ST. LOUIS—Missouri has a competitive Senate race. It has a competitive governor’s race. According to polls of the presidential race, though, there’s not much of a contest here in the state that Sen. Barack Obama lost by only a few thousand votes in 2008. Trump enjoys a 10.6 percentage point lead here, according to the RealClearPolitics polling average. It’s one of the few states in the country where Trump is running ahead of the Republican candidates in prestige, statewide downballot races.

But Jay Nixon, Missouri’s outgoing Democratic governor, isn’t so sure Trump can bank on the state’s 10 electoral votes just yet.

“Well, he hasn’t had a good week. Haven’t seen any numbers recently,” he told Slate at Washington University ahead of Sunday’s second debate. “I think Missouri’s a state where you still have enough undecideds to get this race close. I think it will tighten. I think that his conduct over the last—both in the last debate as well as over the last 10 days—is something that jars people. This is not the way presidents are supposed to act or talk.”
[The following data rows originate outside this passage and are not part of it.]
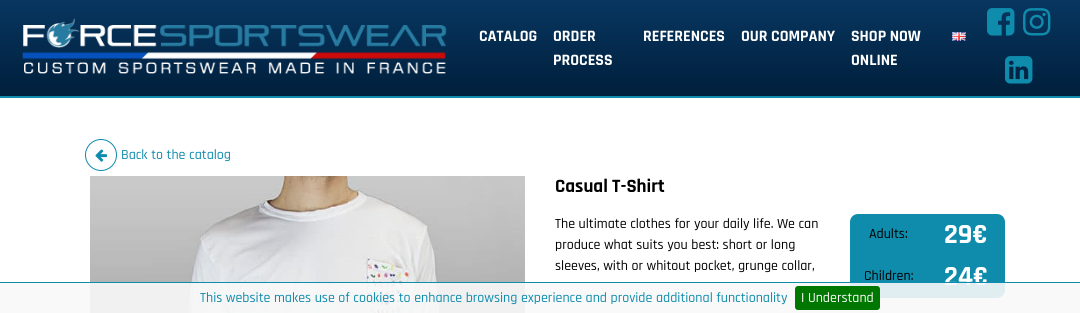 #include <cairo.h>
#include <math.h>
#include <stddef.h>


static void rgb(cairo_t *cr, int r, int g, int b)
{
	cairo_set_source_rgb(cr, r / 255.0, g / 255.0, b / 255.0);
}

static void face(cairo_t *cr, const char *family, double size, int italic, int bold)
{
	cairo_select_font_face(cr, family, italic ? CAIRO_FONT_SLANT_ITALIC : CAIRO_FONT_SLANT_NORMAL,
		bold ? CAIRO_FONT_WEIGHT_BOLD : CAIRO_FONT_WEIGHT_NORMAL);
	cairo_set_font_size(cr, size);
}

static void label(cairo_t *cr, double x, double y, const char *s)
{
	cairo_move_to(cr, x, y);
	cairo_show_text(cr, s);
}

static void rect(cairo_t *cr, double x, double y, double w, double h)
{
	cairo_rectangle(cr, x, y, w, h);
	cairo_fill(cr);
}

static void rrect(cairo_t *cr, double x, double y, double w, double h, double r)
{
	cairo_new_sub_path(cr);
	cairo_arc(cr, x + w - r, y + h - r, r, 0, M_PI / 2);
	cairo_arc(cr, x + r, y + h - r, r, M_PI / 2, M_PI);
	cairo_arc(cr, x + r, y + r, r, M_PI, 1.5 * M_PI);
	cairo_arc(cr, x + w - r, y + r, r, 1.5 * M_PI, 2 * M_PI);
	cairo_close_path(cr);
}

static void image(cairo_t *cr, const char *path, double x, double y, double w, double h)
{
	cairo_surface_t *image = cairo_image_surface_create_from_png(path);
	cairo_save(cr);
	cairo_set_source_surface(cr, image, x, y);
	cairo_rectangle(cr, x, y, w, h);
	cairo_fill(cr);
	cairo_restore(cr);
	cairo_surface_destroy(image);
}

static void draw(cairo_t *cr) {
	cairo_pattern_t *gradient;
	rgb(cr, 255, 255, 255);
	cairo_paint(cr);
	rgb(cr, 15, 139, 172);
	rect(cr, 0, 96, 1080, 2);
	gradient = cairo_pattern_create_linear(540, 0, 540, 96);
	cairo_pattern_add_color_stop_rgba(gradient, 0, 0.031, 0.212, 0.376, 1);
	cairo_pattern_add_color_stop_rgba(gradient, 1, 0, 0.122, 0.235, 1);
	cairo_set_source(cr, gradient);
	cairo_pattern_destroy(gradient);
	rect(cr, 0, 0, 1080, 96);
	image(cr, "image0.png", 22, 18, 425, 56);
	face(cr, "Rajdhani", 16, 0, 1);
	rgb(cr, 255, 255, 255);
	label(cr, 479, 41, "CATALOG");
	label(cr, 553, 41, "ORDER");
	label(cr, 553, 65, "PROCESS");
	label(cr, 643, 41, "REFERENCES");
	label(cr, 741, 41, "OUR COMPANY");
	label(cr, 851, 41, "SHOP NOW");
	label(cr, 851, 65, "ONLINE");
	image(cr, "image1.png", 952, 32, 14, 9);
	image(cr, "image2.png", 987, 8, 28, 28);
	image(cr, "image3.png", 1023, 8, 28, 28);
	image(cr, "image4.png", 1005, 56, 28, 28);
	cairo_arc(cr, 101, 155, 15.5, 0, 2 * M_PI);
	rgb(cr, 15, 139, 172);
	cairo_set_line_width(cr, 1);
	cairo_stroke(cr);
	image(cr, "image5.png", 95, 149, 12, 13);
	face(cr, "Rajdhani Medium", 14, 0, 0);
	label(cr, 121, 159, "Back to the catalog");
	image(cr, "image6.png", 90, 176, 435, 137);
	face(cr, "Rajdhani", 19, 0, 1);
	rgb(cr, 0, 0, 0);
	label(cr, 555, 192, "Casual T-Shirt");
	face(cr, "Rajdhani Medium", 14, 0, 0);
	label(cr, 555, 228, "The ultimate clothes for your daily life. We can");
	label(cr, 555, 249, "produce what suits you best: short or long");
	label(cr, 555, 270, "sleeves, with or whitout pocket, grunge collar,");
	rgb(cr, 15, 139, 172);
	rrect(cr, 850, 214, 155, 84, 8);
	cairo_fill(cr);
	rgb(cr, 0, 0, 0);
	label(cr, 869, 238, "Adults:");
	face(cr, "Rajdhani", 28, 0, 1);
	rgb(cr, 255, 255, 255);
	label(cr, 944, 243, "29€");
	face(cr, "Rajdhani Medium", 14, 0, 0);
	rgb(cr, 0, 0, 0);
	label(cr, 864, 280, "Children:");
	face(cr, "Rajdhani", 28, 0, 1);
	rgb(cr, 255, 255, 255);
	label(cr, 944, 285, "24€");
	cairo_set_source_rgba(cr, 0.976, 0.976, 0.976, 0.9);
	rect(cr, 0, 283, 1080, 30);
	rgb(cr, 15, 139, 172);
	rect(cr, 0, 282, 1080, 1);
	face(cr, "Rajdhani Medium", 14, 0, 0);
	label(cr, 200, 302, "This website makes use of cookies to enhance browsing experience and provide additional functionality");
	rgb(cr, 0, 119, 0);
	rrect(cr, 795, 286, 85, 24, 3);
	cairo_fill(cr);
	rgb(cr, 255, 255, 255);
	label(cr, 801, 302, "I Understand");
}

int main(void) {
	cairo_surface_t *surface = cairo_image_surface_create(CAIRO_FORMAT_RGB24, 1080, 313);
	cairo_t *cr = cairo_create(surface);
	cairo_font_options_t *options = cairo_font_options_create();
	cairo_font_options_set_hint_metrics(options, CAIRO_HINT_METRICS_OFF);
	cairo_font_options_set_hint_style(options, CAIRO_HINT_STYLE_NONE);
	cairo_set_font_options(cr, options);
	cairo_set_miter_limit(cr, 4);
	draw(cr);
	cairo_surface_write_to_png(surface, "render.png");
	cairo_font_options_destroy(options);
	cairo_destroy(cr);
	cairo_surface_destroy(surface);
	return 0;
}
Nixon was walking on Wash U’s main lawn shaking hands with students, surrounded by a few bodyguards. It wasn’t the most … natural of settings. Nixon is a middle-aged conservative Democrat, and here he was mixing with students trying to garner attention for themselves in their own, trollish baccalaureate ways. More than one student was holding a “Lizard People for Hillary” sign, while another American-flag-garbed student held a banner reading, “Outback Steakhouse for Trump.” (He had a second, handwritten poster: “Bloomin’ Onion now only $7.00.”) Two other students standing next to each other held up color-coordinated signs that read, respectively, “Proud Muslim” and “Harambe 2016.” Music was playing, students were eating ice cream and pizza, or grabbing free Fox News T-shirts by the network’s adjacent set. And then there was the governor, wandering through it all.

Nixon added that it would be unwise for Trump to go after Bill Clinton’s affairs and Hillary Clinton’s role in aiding her husband in the cover-ups. “I think that if he does what I think a lot of people think he might do tonight—come out and try to attack somebody who used to be president, when he’s talking to somebody who’s going to be president—I think that’s a serious mistake,” he said.

So how should Hillary Clinton respond when Trump definitely does that?

“Like any woman, if they’re pushed in that direction, they need to be very clear, they need to be unambiguous, and they need to call out his behavior to the American people.”

He said it’s up to the Clinton campaign to decide whether it’s worth it for them to make an appearance in Missouri. It’s not—unless she just wants to psych out Trump. If Hillary Clinton wins Missouri, she’s already won somewhere north of 350 electoral votes. It will be a state caught up in a landslide, the possibility of which seems much more likely than it did 72 hours ago.